━━ DATA PROVIDED ━━
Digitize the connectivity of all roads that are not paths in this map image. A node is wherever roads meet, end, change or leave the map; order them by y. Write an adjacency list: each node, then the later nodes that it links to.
━━━
━━ DATA PROVIDED ━━
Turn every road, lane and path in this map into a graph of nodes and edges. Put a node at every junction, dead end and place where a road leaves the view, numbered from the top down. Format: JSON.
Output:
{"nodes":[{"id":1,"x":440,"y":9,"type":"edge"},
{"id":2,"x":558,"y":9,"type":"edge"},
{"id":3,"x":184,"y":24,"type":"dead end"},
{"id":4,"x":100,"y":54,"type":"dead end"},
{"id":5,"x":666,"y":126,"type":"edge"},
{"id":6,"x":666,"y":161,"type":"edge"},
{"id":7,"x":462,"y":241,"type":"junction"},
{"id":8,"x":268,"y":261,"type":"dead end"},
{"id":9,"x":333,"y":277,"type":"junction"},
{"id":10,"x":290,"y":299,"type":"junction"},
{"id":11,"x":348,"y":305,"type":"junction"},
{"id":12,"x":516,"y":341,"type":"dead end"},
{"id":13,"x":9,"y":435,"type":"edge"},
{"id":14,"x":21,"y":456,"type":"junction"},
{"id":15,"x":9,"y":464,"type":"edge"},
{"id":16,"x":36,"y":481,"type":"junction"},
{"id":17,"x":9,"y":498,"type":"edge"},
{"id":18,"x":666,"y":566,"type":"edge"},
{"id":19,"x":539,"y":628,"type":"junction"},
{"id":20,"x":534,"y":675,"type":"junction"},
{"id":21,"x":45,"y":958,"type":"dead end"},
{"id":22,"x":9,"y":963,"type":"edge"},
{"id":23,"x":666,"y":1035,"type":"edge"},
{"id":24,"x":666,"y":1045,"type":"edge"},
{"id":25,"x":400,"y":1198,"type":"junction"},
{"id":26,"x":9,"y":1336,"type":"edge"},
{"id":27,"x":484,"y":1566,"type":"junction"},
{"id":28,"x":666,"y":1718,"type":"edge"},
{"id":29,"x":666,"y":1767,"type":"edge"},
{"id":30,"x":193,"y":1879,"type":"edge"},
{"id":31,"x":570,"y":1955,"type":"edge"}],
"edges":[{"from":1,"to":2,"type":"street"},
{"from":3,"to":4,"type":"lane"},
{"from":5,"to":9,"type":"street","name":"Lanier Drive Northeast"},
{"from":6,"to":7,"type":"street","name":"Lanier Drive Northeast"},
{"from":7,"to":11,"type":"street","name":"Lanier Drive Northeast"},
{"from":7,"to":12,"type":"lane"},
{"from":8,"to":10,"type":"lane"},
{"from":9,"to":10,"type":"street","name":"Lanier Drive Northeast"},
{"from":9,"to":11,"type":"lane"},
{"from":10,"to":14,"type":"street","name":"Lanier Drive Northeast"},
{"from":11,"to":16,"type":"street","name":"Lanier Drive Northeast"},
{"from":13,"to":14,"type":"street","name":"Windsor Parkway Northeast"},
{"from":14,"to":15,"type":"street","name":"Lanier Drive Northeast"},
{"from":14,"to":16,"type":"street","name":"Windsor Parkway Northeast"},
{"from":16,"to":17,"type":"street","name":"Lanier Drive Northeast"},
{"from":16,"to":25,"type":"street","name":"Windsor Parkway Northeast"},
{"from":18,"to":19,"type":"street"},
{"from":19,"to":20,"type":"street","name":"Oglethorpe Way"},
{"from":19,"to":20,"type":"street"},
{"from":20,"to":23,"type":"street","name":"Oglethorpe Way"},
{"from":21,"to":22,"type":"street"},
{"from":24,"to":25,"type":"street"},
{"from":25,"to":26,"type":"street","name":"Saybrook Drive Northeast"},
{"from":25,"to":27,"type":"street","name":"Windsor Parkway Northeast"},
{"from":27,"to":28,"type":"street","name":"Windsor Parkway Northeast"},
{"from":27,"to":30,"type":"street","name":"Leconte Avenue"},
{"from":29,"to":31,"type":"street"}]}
━━━
• [REQUIRED ACTION]:
Isolate the lines above that contain the word "this" and copy them.

• [RESPONSE BELOW]:
Digitize the connectivity of all roads that are not paths in this map image. A node is wherever roads meet, end, change or leave the map; order them by y. Write an adjacency list: each node, then the later nodes that it links to.
Turn every road, lane and path in this map into a graph of nodes and edges. Put a node at every junction, dead end and place where a road leaves the view, numbered from the top down. Format: JSON.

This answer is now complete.